▶ WHAT IS EXPECTED
Throughout the material, count the lines with the word "dead" in them, and answer with only the figure.
---*---
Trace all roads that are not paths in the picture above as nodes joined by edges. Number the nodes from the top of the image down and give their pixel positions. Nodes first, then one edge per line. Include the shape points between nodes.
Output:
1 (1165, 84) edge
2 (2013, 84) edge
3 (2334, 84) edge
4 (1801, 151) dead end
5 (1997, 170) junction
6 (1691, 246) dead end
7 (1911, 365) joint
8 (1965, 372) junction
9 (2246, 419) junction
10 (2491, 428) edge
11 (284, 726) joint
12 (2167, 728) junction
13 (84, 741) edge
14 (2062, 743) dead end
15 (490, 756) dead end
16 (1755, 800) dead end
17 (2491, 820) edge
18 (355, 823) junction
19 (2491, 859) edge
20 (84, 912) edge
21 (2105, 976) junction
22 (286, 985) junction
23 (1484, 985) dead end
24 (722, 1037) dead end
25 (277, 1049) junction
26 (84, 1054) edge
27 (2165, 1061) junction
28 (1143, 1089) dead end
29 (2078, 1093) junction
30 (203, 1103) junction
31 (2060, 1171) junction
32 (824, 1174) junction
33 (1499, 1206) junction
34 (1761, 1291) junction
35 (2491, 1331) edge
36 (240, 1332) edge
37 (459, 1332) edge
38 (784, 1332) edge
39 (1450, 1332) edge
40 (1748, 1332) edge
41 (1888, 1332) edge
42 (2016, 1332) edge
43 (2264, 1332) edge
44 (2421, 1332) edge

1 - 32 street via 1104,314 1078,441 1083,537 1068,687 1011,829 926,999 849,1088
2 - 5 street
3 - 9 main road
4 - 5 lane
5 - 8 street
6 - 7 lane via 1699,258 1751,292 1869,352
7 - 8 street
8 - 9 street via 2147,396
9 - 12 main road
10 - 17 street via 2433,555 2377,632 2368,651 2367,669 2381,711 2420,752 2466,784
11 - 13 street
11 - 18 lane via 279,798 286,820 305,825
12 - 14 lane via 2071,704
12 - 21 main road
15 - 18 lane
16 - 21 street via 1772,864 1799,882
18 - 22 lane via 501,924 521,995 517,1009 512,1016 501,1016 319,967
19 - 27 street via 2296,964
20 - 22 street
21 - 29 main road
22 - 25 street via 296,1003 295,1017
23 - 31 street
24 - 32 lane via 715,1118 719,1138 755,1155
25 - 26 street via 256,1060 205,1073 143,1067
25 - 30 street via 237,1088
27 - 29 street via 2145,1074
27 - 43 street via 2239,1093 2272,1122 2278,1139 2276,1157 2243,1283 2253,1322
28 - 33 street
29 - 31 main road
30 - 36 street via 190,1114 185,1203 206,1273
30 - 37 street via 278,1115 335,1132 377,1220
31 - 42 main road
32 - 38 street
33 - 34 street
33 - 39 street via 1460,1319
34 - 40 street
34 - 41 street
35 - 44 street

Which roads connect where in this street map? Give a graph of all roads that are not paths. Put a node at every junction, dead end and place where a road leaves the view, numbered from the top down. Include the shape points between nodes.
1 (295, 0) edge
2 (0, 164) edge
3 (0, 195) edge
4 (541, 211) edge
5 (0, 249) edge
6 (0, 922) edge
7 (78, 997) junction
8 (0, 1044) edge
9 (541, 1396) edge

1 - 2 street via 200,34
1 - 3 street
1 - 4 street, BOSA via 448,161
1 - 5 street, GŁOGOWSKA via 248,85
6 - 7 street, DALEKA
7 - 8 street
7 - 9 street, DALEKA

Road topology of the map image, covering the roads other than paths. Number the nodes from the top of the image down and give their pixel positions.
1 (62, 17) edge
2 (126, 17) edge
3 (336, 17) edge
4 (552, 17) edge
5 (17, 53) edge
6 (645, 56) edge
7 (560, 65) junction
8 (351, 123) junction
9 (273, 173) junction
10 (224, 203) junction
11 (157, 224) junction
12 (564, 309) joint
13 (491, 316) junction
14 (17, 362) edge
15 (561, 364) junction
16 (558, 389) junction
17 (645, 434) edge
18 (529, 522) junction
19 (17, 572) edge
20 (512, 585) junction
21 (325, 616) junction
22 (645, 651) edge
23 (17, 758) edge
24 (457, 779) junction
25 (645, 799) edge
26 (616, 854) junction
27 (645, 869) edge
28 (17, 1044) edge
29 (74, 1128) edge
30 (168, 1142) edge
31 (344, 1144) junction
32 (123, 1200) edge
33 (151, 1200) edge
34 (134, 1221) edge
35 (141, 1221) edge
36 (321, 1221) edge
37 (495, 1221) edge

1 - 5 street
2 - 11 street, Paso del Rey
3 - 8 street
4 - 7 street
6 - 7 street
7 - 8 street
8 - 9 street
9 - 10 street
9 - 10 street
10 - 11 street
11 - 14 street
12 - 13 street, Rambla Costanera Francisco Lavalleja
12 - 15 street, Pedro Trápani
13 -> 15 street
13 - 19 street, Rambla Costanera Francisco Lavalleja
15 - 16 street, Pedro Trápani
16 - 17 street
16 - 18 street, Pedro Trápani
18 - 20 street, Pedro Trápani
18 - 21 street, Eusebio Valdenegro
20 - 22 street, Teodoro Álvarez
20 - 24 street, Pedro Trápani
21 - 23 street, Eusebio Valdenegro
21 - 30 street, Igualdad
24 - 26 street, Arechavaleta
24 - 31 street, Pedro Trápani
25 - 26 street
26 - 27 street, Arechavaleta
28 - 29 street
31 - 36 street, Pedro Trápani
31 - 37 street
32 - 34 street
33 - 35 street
---*---
▶ RESPONSE TO THE TASK
9